*Input*
####################

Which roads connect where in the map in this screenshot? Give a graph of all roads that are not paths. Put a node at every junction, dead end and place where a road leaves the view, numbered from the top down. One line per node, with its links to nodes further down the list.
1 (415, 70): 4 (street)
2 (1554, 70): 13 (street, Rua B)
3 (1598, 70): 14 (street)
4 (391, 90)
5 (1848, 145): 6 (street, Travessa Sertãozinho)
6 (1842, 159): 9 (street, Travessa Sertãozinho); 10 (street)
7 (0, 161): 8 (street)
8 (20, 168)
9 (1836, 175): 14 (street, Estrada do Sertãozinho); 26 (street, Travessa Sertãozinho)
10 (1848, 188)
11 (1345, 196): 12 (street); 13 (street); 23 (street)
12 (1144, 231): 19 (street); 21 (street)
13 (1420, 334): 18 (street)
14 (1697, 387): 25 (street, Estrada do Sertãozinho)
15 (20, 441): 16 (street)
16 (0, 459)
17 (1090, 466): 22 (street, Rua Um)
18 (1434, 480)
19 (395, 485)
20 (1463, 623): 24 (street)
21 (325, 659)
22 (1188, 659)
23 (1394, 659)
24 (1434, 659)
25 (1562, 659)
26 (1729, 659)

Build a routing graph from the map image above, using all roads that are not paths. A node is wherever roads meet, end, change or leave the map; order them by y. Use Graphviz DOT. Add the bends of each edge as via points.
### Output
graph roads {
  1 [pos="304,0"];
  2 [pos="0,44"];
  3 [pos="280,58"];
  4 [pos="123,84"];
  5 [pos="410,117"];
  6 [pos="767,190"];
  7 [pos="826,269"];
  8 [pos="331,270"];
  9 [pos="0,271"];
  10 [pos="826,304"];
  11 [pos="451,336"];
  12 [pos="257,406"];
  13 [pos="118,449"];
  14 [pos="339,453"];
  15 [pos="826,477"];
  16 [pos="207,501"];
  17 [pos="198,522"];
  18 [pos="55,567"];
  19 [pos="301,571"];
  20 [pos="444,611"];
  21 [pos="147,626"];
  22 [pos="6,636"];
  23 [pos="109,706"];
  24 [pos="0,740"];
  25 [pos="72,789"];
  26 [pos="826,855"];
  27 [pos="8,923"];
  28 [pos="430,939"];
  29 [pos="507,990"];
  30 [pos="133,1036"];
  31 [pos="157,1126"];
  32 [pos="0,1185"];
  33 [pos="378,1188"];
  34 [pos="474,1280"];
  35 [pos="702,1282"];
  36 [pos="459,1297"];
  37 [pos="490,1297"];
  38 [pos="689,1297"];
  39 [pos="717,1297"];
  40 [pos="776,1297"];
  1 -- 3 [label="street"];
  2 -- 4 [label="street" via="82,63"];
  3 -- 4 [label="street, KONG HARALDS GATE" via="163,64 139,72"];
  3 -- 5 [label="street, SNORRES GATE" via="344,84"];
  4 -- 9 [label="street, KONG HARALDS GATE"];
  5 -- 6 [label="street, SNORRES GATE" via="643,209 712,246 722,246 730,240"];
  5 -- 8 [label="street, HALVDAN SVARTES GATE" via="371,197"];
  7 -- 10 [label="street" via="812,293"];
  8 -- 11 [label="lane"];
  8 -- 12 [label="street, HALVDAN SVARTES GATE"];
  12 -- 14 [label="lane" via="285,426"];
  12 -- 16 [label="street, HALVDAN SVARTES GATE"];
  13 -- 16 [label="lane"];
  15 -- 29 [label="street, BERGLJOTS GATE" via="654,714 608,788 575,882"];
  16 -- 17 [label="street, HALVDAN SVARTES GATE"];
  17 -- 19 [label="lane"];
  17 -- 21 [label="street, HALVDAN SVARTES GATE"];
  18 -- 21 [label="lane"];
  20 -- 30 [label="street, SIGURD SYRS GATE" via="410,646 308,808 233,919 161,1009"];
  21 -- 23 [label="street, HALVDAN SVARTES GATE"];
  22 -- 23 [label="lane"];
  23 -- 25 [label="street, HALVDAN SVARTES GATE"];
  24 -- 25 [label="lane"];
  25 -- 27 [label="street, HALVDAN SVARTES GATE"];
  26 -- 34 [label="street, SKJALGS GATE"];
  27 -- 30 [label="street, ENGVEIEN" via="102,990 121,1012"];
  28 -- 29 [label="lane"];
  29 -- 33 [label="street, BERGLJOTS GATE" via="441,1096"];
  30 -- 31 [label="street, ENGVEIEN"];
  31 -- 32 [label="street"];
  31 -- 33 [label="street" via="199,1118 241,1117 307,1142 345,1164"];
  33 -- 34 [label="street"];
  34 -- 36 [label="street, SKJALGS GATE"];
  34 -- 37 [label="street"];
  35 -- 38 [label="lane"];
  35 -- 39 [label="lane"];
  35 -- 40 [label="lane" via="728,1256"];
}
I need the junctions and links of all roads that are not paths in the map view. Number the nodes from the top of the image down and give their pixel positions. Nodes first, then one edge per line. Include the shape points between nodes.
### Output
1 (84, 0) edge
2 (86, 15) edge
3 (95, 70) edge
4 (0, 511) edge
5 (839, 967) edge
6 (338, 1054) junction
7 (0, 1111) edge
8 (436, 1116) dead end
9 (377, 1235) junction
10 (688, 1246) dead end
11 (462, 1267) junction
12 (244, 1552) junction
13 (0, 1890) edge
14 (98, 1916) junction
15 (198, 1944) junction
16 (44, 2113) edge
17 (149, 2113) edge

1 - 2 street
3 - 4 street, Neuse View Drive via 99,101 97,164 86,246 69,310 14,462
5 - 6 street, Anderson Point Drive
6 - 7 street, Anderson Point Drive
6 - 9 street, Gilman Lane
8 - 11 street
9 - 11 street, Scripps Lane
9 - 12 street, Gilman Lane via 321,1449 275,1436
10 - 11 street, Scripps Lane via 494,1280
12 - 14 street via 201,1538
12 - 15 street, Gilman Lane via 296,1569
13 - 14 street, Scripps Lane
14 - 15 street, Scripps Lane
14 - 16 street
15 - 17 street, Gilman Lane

####################

*Exercise directions*
Copy all lines of the material above where the string "dead" occurs.

*Solution to the problem*
Which roads connect where in the map in this screenshot? Give a graph of all roads that are not paths. Put a node at every junction, dead end and place where a road leaves the view, numbered from the top down. One line per node, with its links to nodes further down the list.
8 (436, 1116) dead end
10 (688, 1246) dead end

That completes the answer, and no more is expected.